Please we need more of these time travel videos. I also love that you're keeping the storyline going of him being stuck in the future. That would make a great movie. You could call it the 90s movie. And it's about him trying to find a way back home.
He also really hit the nail on the head with the target year. If there was a best year ever, it would have to be 1993.... but if there was a year I would go back to to set things on track because that was when everything started to go wrong, it would be 1996.
Ryan you are a genius. You’re practiced and spot on. Every joke lands. This is why we (the audience) love you. You show up with all the time and effort you’ve put into everything and it SHOWS!
Almost a correct answer. The future is dumb because people talk about something they know nothing about. NFT was never about JPG, but the uneducated ones wants to see what they want to see.
@@dwight3555 Plenty of negative things can be said about NFTs, but them being a pyramid scheme is just plain absurd. NFTs weren't invented by a company which is single handedly profiting from this boom, it's all built on top of open source technology which is free for anyone to use.
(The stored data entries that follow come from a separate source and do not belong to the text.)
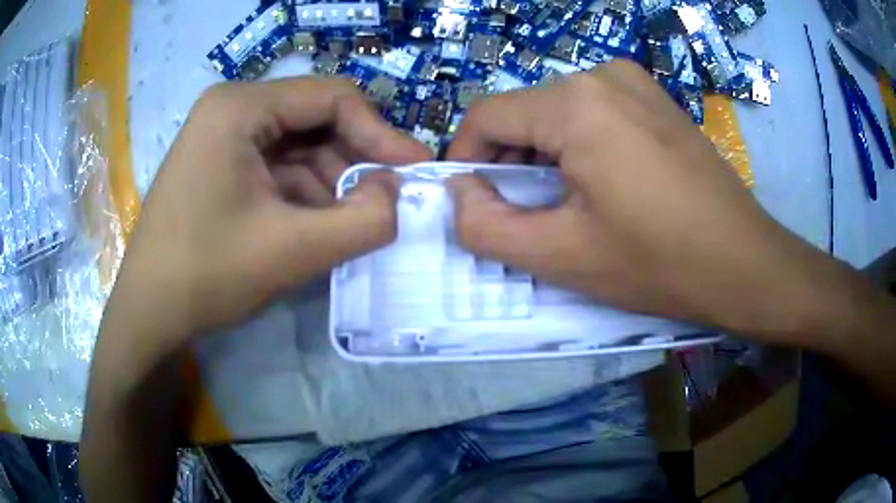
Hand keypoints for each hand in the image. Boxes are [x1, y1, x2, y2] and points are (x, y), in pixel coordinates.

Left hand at [107, 77, 430, 353]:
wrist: (149, 313)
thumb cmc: (206, 275)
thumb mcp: (292, 251)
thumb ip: (363, 221)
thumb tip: (401, 194)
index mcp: (240, 107)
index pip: (332, 98)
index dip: (381, 133)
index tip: (415, 172)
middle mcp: (232, 109)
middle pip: (315, 121)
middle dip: (355, 162)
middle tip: (389, 202)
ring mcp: (223, 138)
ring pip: (299, 148)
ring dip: (332, 184)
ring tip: (354, 224)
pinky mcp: (221, 166)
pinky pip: (277, 169)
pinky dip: (305, 196)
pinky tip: (319, 227)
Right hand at [445, 61, 866, 343]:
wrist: (744, 262)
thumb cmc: (658, 262)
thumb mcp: (560, 256)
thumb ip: (486, 226)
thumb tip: (458, 193)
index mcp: (576, 102)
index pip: (486, 115)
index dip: (466, 160)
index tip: (475, 203)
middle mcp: (603, 74)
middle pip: (525, 113)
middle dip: (511, 163)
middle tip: (528, 215)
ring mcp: (635, 81)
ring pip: (558, 113)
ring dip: (546, 157)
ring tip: (570, 205)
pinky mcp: (655, 98)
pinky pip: (595, 112)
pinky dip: (580, 146)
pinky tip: (606, 185)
Anyone can make NFTs, just like anyone can make modern art and try to sell it. NFTs are not any more a pyramid scheme than modern art collecting is. It's just good old capitalism.
... and sadly. Most consumers have no idea what NFTs are, this video didn't help any explaining it either. If people think NFT are about owning jpg, they missed the marked completely.
I still like to believe that in the “well if he’s in, I’m in” video that the target is the 90s host guy, and you can see time travel reporter guy there, and that’s why he doesn’t tell him about his death.